___ Records for this exercise

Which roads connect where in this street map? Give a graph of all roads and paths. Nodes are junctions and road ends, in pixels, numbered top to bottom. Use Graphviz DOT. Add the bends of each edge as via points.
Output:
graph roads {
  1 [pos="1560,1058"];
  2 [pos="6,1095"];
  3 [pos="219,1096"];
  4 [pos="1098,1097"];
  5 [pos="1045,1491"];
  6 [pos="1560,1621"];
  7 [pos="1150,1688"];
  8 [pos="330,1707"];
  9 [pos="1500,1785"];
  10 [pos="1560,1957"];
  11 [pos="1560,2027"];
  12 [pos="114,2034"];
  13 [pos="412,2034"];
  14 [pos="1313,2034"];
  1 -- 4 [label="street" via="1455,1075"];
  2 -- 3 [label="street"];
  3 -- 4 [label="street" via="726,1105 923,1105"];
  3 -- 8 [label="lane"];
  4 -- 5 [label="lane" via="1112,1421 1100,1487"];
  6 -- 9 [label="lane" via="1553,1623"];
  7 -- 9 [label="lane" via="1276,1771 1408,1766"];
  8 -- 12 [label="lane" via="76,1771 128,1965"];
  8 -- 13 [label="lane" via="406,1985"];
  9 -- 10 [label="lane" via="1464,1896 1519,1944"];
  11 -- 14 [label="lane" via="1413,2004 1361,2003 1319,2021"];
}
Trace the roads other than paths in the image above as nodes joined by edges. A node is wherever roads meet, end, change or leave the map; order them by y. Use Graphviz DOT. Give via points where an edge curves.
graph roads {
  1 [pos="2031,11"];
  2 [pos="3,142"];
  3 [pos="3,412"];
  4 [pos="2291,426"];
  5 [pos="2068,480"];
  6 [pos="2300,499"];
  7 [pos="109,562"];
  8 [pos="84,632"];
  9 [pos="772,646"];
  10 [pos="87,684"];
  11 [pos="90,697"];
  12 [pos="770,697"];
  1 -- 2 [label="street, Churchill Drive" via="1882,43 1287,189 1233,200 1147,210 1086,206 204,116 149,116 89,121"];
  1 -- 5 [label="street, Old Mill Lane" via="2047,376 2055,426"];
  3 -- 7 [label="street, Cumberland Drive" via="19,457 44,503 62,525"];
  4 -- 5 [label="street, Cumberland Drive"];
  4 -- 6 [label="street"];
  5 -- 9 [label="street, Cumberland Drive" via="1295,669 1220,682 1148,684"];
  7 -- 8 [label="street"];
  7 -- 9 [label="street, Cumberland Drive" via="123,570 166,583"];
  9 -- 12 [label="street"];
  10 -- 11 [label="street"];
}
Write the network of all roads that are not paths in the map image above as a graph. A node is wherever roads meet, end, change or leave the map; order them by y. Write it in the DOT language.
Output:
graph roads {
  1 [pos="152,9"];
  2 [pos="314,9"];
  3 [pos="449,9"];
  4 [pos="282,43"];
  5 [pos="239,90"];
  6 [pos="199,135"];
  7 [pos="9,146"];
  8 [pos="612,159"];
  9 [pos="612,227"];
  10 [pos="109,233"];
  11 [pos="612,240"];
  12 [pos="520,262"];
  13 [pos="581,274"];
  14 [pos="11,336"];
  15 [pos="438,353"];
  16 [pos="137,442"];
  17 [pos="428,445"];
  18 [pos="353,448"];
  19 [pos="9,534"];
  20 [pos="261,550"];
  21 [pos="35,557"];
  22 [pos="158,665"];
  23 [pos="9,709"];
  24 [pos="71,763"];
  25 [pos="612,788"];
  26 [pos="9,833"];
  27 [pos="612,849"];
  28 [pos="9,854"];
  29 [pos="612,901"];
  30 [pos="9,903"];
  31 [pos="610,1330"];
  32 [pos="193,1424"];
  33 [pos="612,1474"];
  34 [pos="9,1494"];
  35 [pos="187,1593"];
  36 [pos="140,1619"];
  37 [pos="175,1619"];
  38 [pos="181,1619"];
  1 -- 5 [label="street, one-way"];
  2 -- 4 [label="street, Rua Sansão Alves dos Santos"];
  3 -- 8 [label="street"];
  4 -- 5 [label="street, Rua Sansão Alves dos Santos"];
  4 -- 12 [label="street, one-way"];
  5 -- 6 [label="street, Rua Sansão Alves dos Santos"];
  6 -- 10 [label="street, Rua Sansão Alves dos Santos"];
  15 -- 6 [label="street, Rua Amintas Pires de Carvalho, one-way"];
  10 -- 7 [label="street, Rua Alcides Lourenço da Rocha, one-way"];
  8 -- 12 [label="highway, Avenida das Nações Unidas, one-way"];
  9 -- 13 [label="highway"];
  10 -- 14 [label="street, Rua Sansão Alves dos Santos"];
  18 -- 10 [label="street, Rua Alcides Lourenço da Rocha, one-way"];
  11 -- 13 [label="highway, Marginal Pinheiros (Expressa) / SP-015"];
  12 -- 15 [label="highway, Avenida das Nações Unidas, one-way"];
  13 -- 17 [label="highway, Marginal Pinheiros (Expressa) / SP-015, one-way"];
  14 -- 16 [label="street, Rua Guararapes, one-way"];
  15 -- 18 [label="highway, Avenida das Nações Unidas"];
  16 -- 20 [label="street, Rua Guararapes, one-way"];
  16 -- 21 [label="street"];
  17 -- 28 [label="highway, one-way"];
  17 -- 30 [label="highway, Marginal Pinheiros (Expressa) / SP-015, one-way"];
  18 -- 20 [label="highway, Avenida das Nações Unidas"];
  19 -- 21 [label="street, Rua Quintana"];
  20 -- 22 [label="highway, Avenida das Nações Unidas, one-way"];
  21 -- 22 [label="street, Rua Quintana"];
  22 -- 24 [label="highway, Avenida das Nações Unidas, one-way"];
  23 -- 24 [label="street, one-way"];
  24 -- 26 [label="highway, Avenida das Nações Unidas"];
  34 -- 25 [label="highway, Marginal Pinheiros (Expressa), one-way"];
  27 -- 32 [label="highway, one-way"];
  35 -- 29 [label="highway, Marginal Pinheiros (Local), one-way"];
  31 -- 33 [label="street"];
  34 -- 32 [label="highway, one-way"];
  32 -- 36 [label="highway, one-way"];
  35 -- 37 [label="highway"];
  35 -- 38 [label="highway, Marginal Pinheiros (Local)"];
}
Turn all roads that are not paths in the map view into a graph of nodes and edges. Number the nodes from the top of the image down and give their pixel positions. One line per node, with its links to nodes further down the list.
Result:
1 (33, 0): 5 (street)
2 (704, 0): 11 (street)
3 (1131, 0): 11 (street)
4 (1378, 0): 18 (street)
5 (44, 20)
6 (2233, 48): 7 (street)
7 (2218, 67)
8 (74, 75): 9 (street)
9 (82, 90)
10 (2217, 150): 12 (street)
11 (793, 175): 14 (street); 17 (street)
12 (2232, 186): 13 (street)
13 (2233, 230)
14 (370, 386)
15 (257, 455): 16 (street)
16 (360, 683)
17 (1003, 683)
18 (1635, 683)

______

## Work request
Count the lines above that include the string "them". Write only the number.

## Answer
2